■ Extracted material ■
—————

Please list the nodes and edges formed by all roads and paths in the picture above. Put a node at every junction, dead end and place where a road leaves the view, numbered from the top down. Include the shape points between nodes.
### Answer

—————

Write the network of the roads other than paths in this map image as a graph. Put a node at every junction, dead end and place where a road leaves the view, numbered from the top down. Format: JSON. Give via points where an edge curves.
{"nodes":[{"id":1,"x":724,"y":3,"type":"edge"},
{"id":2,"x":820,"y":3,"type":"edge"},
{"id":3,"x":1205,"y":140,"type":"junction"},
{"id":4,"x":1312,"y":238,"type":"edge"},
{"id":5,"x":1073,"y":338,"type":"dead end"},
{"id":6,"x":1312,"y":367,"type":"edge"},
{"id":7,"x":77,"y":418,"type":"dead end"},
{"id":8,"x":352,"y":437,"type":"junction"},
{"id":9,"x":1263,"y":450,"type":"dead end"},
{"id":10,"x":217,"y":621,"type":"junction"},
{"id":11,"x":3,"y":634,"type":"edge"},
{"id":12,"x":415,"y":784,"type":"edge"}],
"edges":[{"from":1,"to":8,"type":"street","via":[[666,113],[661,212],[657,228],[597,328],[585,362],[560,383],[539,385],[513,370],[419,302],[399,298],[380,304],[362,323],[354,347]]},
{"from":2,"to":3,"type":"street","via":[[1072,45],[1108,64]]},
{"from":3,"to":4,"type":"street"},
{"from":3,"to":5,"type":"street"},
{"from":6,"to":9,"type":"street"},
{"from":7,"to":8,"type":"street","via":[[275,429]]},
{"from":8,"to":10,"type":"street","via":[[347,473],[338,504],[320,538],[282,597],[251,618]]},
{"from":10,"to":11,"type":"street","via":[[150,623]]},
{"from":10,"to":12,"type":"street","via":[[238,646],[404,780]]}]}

—————

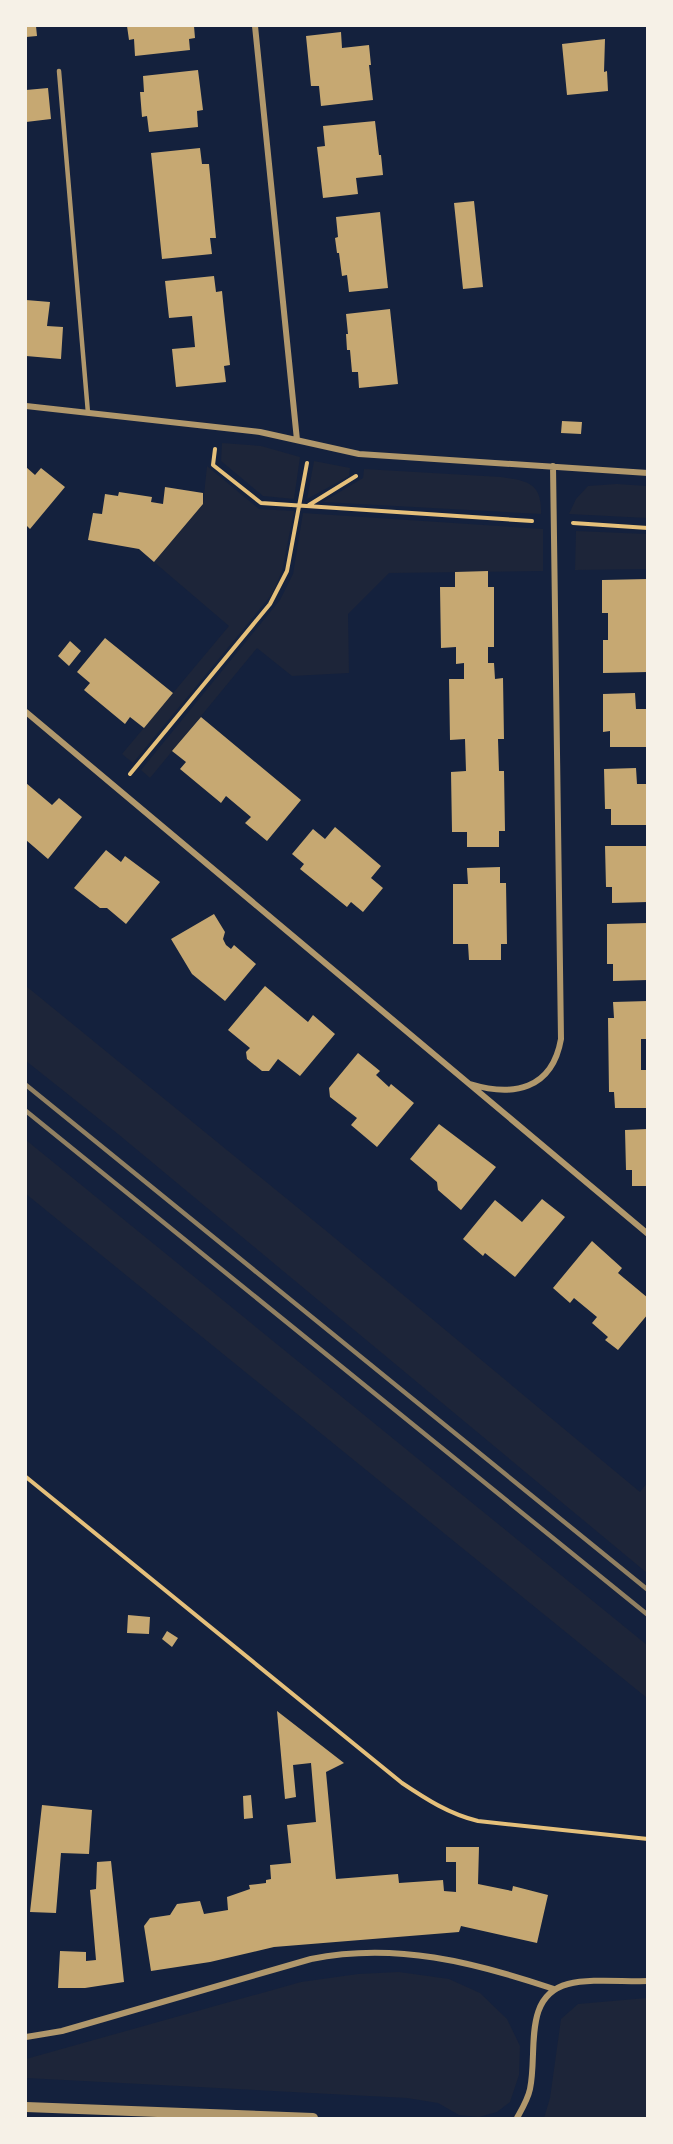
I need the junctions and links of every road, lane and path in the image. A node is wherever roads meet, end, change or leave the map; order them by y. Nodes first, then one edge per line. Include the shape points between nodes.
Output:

—————

■ Task goal ■
Count how many lines in the data above hold the string "shape", and give the number with no other words.

■ Solution to this problem ■
2